How to prove $\gcd(a^2,b^2) = (\gcd(a,b))^2$?
How to prove $\gcd(a^2, b^2) = (\gcd(a, b))^2$?
My attempt:
Let $\gcd(a, b) = d$.
Then $d|a$ and $d|b$ then $d^2|a^2$ and $d^2|b^2$. i.e $d^2$ divides $a^2 ~~\&~~ b^2$.
Solution 1:
Hint: Factor $a$ and $b$ into primes. If $a=p_1^{n_1}\\cdot\ldots\cdot p_k^{n_k}$ and $b=p_1^{m_1}\cdot\ldots\cdot p_k^{m_k}$ with each $n_i,m_i\ge 0$. Then
$$(a,b)=p_1^{\min\{n_1,m_1\}}\cdot\ldots\cdot p_k^{\min\{n_k,m_k\}}.$$
Solution 2:
I'll use the notation of Michael's answer.

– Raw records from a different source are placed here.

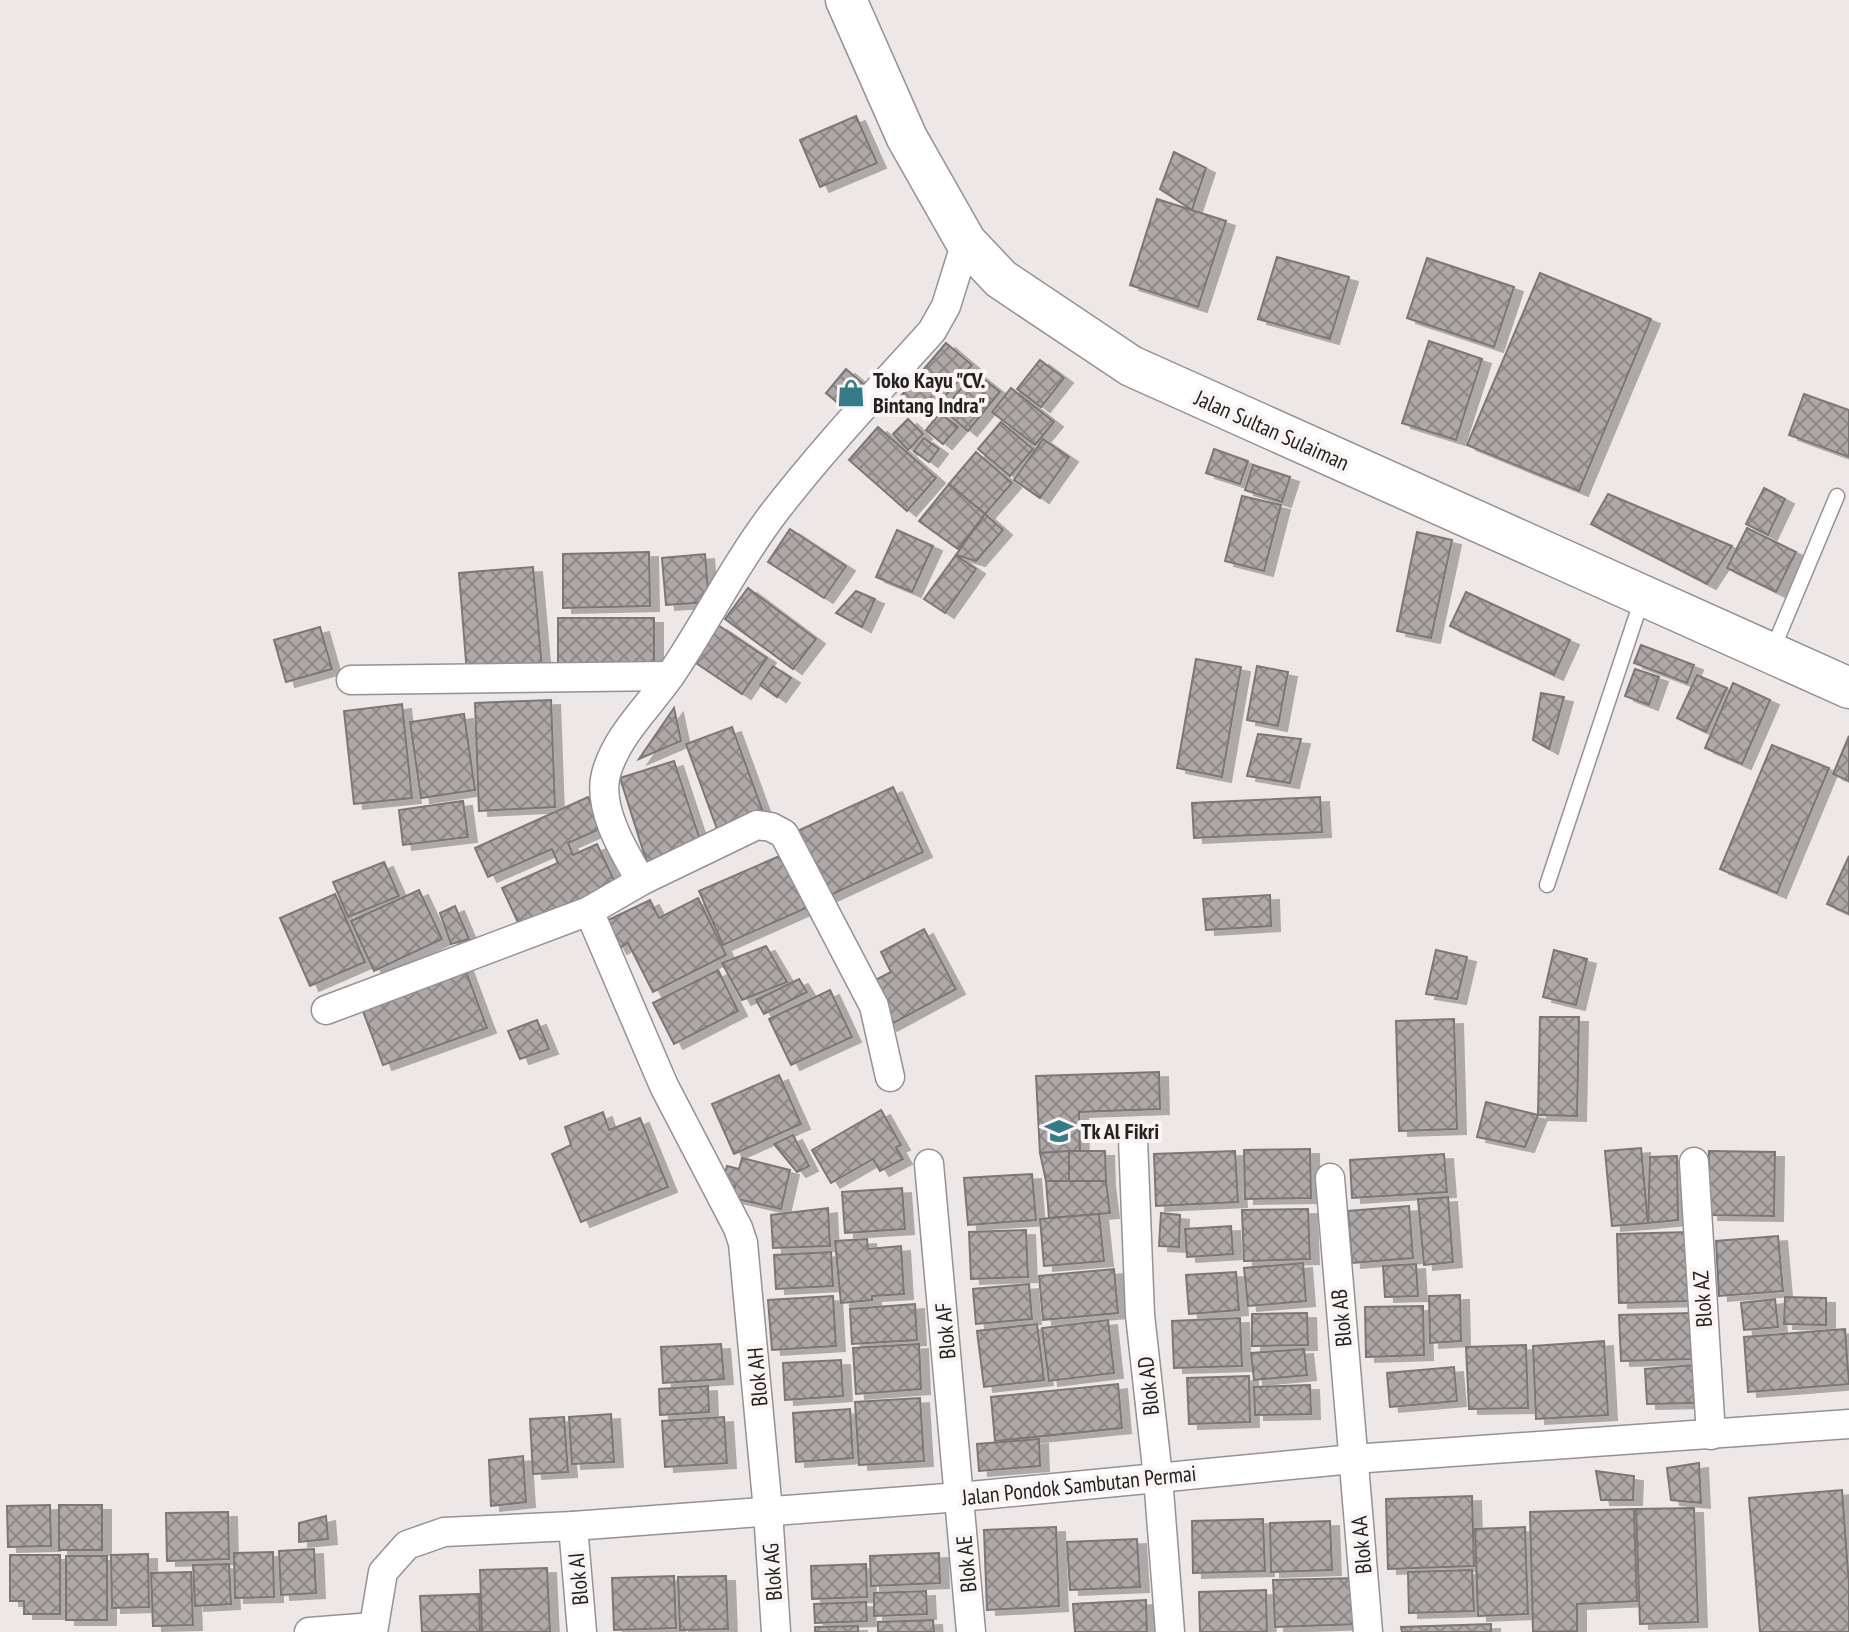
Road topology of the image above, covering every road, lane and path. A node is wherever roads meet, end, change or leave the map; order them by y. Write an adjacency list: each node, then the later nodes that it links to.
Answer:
1 (846, 0): 2 (main road, Jalan Sultan Sulaiman)
2 (966, 242): 4 (main road, Jalan Sultan Sulaiman); 6 (street)
3 (1837, 496): 5 (lane)
4 (1643, 596): 5 (main road, Jalan Sultan Sulaiman); 10 (lane)
5 (1771, 655): 8 (main road, Jalan Sultan Sulaiman)
6 (670, 676): 7 (street); 9 (street)
7 (351, 680)
8 (1849, 688)
9 (641, 881): 11 (street); 13 (street)
10 (1547, 885)
11 (589, 911): 12 (street); 23 (street, Blok AH)
12 (326, 1010)
13 (890, 1077)
14 (1133, 1139): 21 (street, Blok AD)
15 (1694, 1162): 19 (street, Blok AZ)
16 (929, 1164): 22 (street, Blok AF)
17 (1330, 1178): 20 (street, Blok AB)
18 (1849, 1424): 19 (street, Jalan Pondok Sambutan Permai)
19 (1711, 1435): 20 (street, Jalan Pondok Sambutan Permai)
20 (1353, 1459): 21 (street, Jalan Pondok Sambutan Permai); 31 (street, Blok AA)
21 (1158, 1477): 22 (street, Jalan Pondok Sambutan Permai); 30 (street, Blok AD)
22 (960, 1497): 23 (street, Jalan Pondok Sambutan Permai); 29 (street, Blok AE)
23 (768, 1511): 24 (street, Jalan Pondok Sambutan Permai); 28 (street, Blok AG)
24 (573, 1526): 25 (street, Jalan Pondok Sambutan Permai); 27 (street, Blok AI)
25 (373, 1630): 26 (street)
26 (309, 1632)
27 (582, 1632)
28 (776, 1632)
29 (971, 1632)
30 (1170, 1632)
31 (1368, 1632)

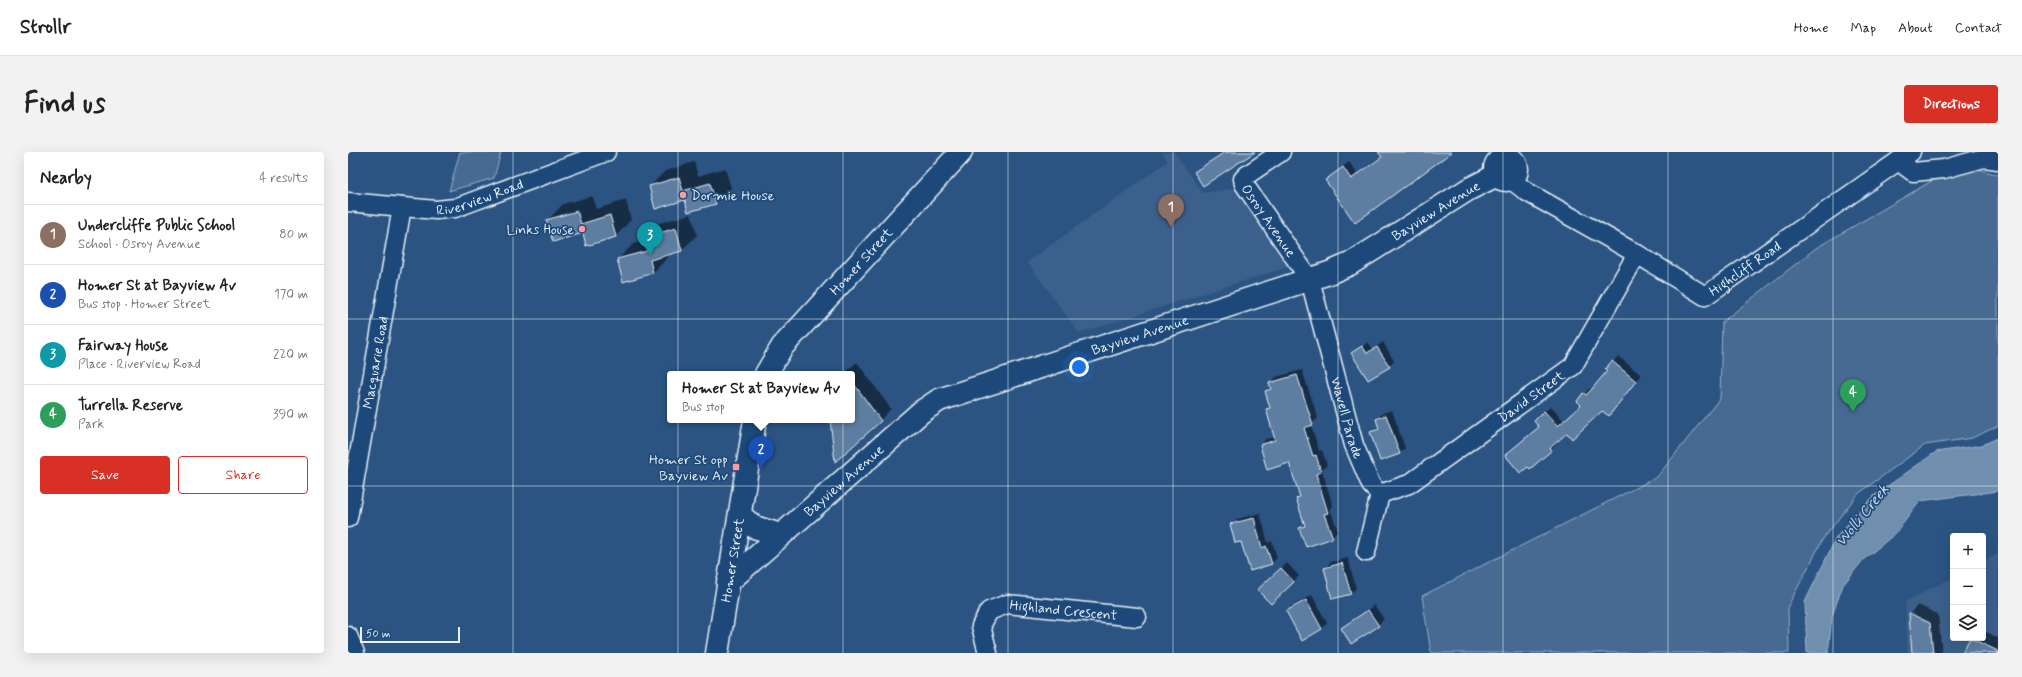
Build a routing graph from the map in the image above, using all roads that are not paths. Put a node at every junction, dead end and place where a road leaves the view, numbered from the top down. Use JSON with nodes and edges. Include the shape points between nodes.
{"nodes":[{"id":1,"x":606,"y":152,"type":"edge"},
{"id":2,"x":960,"y":152,"type":"edge"},
{"id":3,"x":1281,"y":152,"type":"edge"},
{"id":4,"x":1904,"y":156,"type":"edge"},
{"id":5,"x":1998,"y":160,"type":"edge"},
{"id":6,"x":1512,"y":167,"type":"edge"},
{"id":7,"x":348,"y":202,"type":"edge"},
{"id":8,"x":402,"y":206,"type":"junction"},
{"id":9,"x":1637,"y":254,"type":"junction"},
{"id":10,"x":1310,"y":280,"type":"junction"},
{"id":11,"x":768,"y":371,"type":"edge"},
{"id":12,"x":755,"y":423,"type":"edge"},
{"id":13,"x":1380,"y":494,"type":"junction"},
{"id":14,"x":740,"y":515,"type":"junction"},
{"id":15,"x":348,"y":518,"type":"edge"},
{"id":16,"x":781,"y":535,"type":"junction"},
{"id":17,"x":1366,"y":552,"type":"dead end"},
{"id":18,"x":728,"y":582,"type":"junction"},
{"id":19,"x":1136,"y":617,"type":"dead end"},
{"id":20,"x":348,"y":636,"type":"edge"},
{"id":21,"x":355,"y":653,"type":"edge"},
{"id":22,"x":717,"y":653,"type":"edge"},
{"id":23,"x":988,"y":653,"type":"edge"}],
"edges":[{"from":1,"to":8,"type":"street","name":"Riverview Road","via":[[456,208],[436,210]]},
{"from":2,"to":11,"type":"main road","name":"Homer Street","via":[[782,347]]},
{"from":3,"to":10,"type":"street","name":"Osroy Avenue","via":[[1247,175],[1243,179],[1244,184]]},
{"from":4,"to":5,"type":"street","via":[[1913,172],[1944,169],[1984,158]]},
{"from":4,"to":9,"type":"street","name":"Highcliff Road","via":[[1705,296]]},
{"from":6,"to":9,"type":"street","name":"Highcliff Road","via":[[1527,192]]},
{"from":6,"to":10,"type":"main road","name":"Bayview Avenue","via":[[1469,189],[1350,264]]},
{"from":7,"to":8,"type":"street","name":"Riverview Road"},
{"from":8,"to":15,"type":"street","name":"Macquarie Road"},
{"from":9,"to":13,"type":"street","name":"David Street","via":[[1573,366],[1409,484]]},
{"from":10,"to":13,"type":"street","name":"Wavell Parade","via":[[1354,445],[1371,485]]},
{"from":10,"to":16,"type":"main road","name":"Bayview Avenue","via":[[939,400],[921,412]]},
{"from":12,"to":14,"type":"main road","name":"Homer Street"},
{"from":13,"to":17,"type":"street"},
{"from":14,"to":16,"type":"main road","via":[[754,527]]},
{"from":14,"to":18,"type":"main road","name":"Homer Street"},
{"from":16,"to":18,"type":"main road","name":"Bayview Avenue"},
{"from":18,"to":22,"type":"main road","name":"Homer Street"},
{"from":19,"to":23,"type":"street","name":"Highland Crescent","via":[[1007,604],[988,611],[981,626]]},
{"from":20,"to":21,"type":"street"}]}
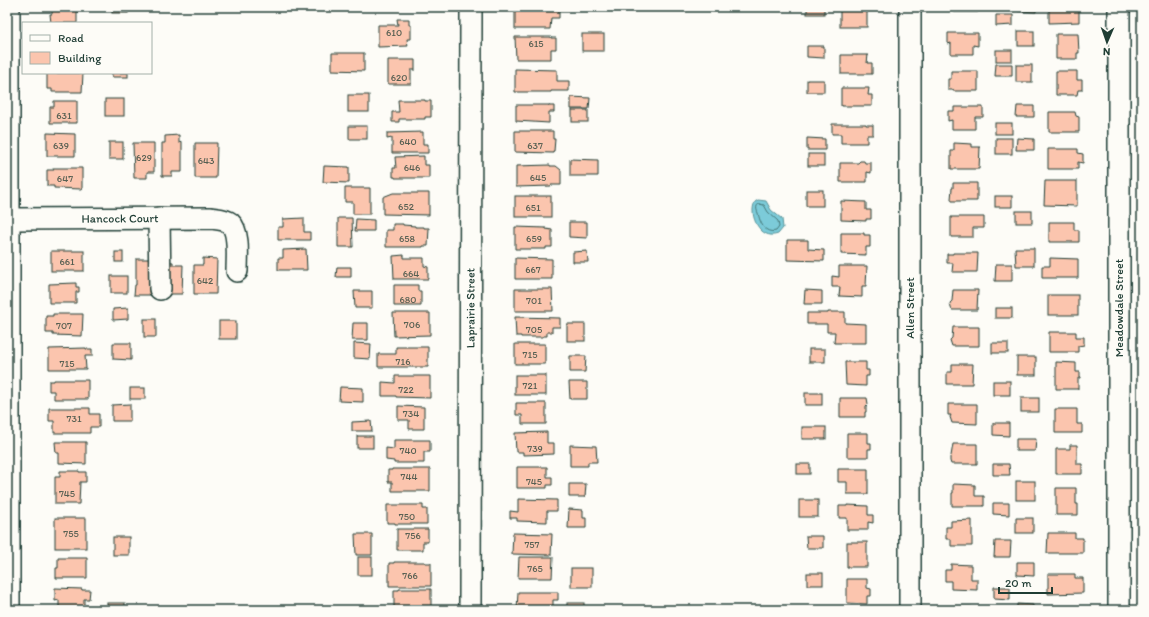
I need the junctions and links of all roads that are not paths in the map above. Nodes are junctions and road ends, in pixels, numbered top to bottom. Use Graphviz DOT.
graph roads {
  1 [pos="9,7"];
  2 [pos="471,7"];
  3 [pos="910,7"];
  4 [pos="1119,7"];
  5 [pos="9,218"];
  6 [pos="160,218"];
  7 [pos="237,271"];
  8 [pos="160,289"];
  9 [pos="9,610"];
  10 [pos="470,610"];
  11 [pos="910,610"];
  12 [pos="1119,610"];
  1 -- 5 [label="street"];
  2 -- 10 [label="street, Laprairie Street"];
  3 -- 11 [label="street, Allen Street"];
  4 -- 12 [label="street, Meadowdale Street"];
  5 -- 6 [label="street, Hancock Court"];
  5 -- 9 [label="street"];
  6 -- 7 [label="street, Hancock Court"];
  6 -- 8 [label="street"];
}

Since $g_2\mid a^2$, $g_2\mid b^2$, $g_1\mid a$ and $g_1\mid b$, there are integers $p,q,r,s$ such that:
$$a^2 = g_2p, \ b^2=g_2q, \ a=g_1r, \ b=g_1s \ ,$$
with $gcd(p,q)=1$ and $gcd(r,s)=1$. Manipulating those expressions, is easy to get that $r^2q=s^2p$ and, by Euclid's lemma, $r^2\mid p$ and $p\mid r^2$ thus $p=r^2$ (assuming positive integers), similarly, $q=s^2$ so finally
$$g_1^2 = \frac{a^2}{r^2}=\frac{g_2p}{r^2} = g_2$$
Here I use that if $gcd(r,s)=1$, then $gcd(r^2,s^2)=1$. This is much easier to prove than the general case so my reasoning is not circular.
Solution 3:
If $\gcd(a,b)=d$, then
$a = a'd$
$b = b'd$
and $\gcd(a',b') = 1$
That means
$a^2 = {a'}^2d^2$
$b^2 = {b'}^2d^2$
and $\gcd({a'}^2,{b'}^2) = 1$ $ ~~\color{red}{ \star }$
Hence $\gcd(a^2,b^2)=d^2$.
$ ~~\color{red}{ \star }$ pelase see this.
Solution 4:
$\begin{align}(a,b)(a^2,b^2) =&\ (a^3,a^2b,ab^2,b^3)\quad [\text{by basic gcd laws - see Remark below}]\\ =&\ (a,b)^3\end{align}$
Thus $\ (a^2,b^2) = (a,b)^2\ $ by cancelling $\,(a,b) \neq 0.\ \ $ [See here for the cubic analog]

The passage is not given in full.